Correct choices in bold, and explanations are as follows:
---
a) In a small open economy, if the world real interest rate is above the rate at which national saving equals domestic investment, then there will be a trade surplus and positive net capital outflow.
Explanation:
If world real interest rate is above the national interest rate, capital will flow out of the country. Thus, NCO will rise.
Now, NX = NCO -- basic equality in an open economy
Thus, NX will also rise, creating a trade surplus.
---
b) In the event that an unfavorable supply shock moves the economy away from the natural rate of output, the Central bank faces a dilemma: monetary policy can either return output to the natural rate but with a higher price level, or allow the price level to return to its original level but with a lower level of output in the short run.
Explanation:
If SRAS shifts to the left, price level rises. Corrective monetary policy will shift AD to the right. This will raise price levels further. If the Central Bank does nothing, the equilibrium level of output will fall in the short run.
---
c) If the rate of separation is 0.02 and the rate of job finding is 0.08 but the current unemployment rate is 0.10, then the current unemployment rate is below the equilibrium rate. In the next period it will move toward the equilibrium rate.
Explanation:
Natural U-rate = s/(s+f)
= 0.02/(0.10) = 0.20 = 20%
The current u-rate is lower than the natural rate.

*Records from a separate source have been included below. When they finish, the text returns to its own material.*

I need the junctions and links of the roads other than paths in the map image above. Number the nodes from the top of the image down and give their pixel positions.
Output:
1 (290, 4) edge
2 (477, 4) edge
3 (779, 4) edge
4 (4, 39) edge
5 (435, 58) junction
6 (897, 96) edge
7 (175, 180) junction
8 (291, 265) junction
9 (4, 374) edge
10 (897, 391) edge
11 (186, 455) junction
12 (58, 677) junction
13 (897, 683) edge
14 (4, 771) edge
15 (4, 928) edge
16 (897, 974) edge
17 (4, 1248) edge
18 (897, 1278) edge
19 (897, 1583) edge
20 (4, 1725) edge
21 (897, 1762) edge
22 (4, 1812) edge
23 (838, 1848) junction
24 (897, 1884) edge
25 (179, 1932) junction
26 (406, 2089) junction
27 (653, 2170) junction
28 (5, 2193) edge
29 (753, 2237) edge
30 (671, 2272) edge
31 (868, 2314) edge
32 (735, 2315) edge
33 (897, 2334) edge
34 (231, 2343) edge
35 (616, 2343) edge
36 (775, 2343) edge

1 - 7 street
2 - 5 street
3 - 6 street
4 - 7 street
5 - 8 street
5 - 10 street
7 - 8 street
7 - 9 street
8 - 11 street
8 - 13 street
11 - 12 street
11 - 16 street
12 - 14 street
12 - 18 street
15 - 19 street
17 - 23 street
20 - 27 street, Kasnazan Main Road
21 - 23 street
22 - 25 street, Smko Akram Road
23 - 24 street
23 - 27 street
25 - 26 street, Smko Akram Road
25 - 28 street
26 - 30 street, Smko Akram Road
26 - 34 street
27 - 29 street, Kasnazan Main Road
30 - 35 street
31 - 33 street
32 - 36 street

Slowly over time, it will move towards the natural u-rate, and in the long run it will equal the natural u-rate.
---
d) Starting from the natural level of output, an unexpected monetary contraction will cause output and the price level to decrease in the short run. In the long run, the expected price level will increase, causing the level of output to return to the natural level.
Explanation:
A monetary contraction reduces the Money Supply in the economy. This causes AD to fall, and thus real GDP to fall. With time, newer contracts at the lower price level allow output to rise, since cost of production had fallen. This brings back output to the natural level.
---
e) A debt-financed tax cut will increase current consumption in the traditional view and not change current consumption in the Ricardian equivalence view.
Explanation:
Under the traditional view, a tax cut will lead to a rise in disposable income, and people will consume more. Under the Ricardian equivalence theory, since the tax cut is debt financed, consumers know that their lifetime consumption is not going to change. They will have to bear the cost later on. Thus, they don't change their consumption.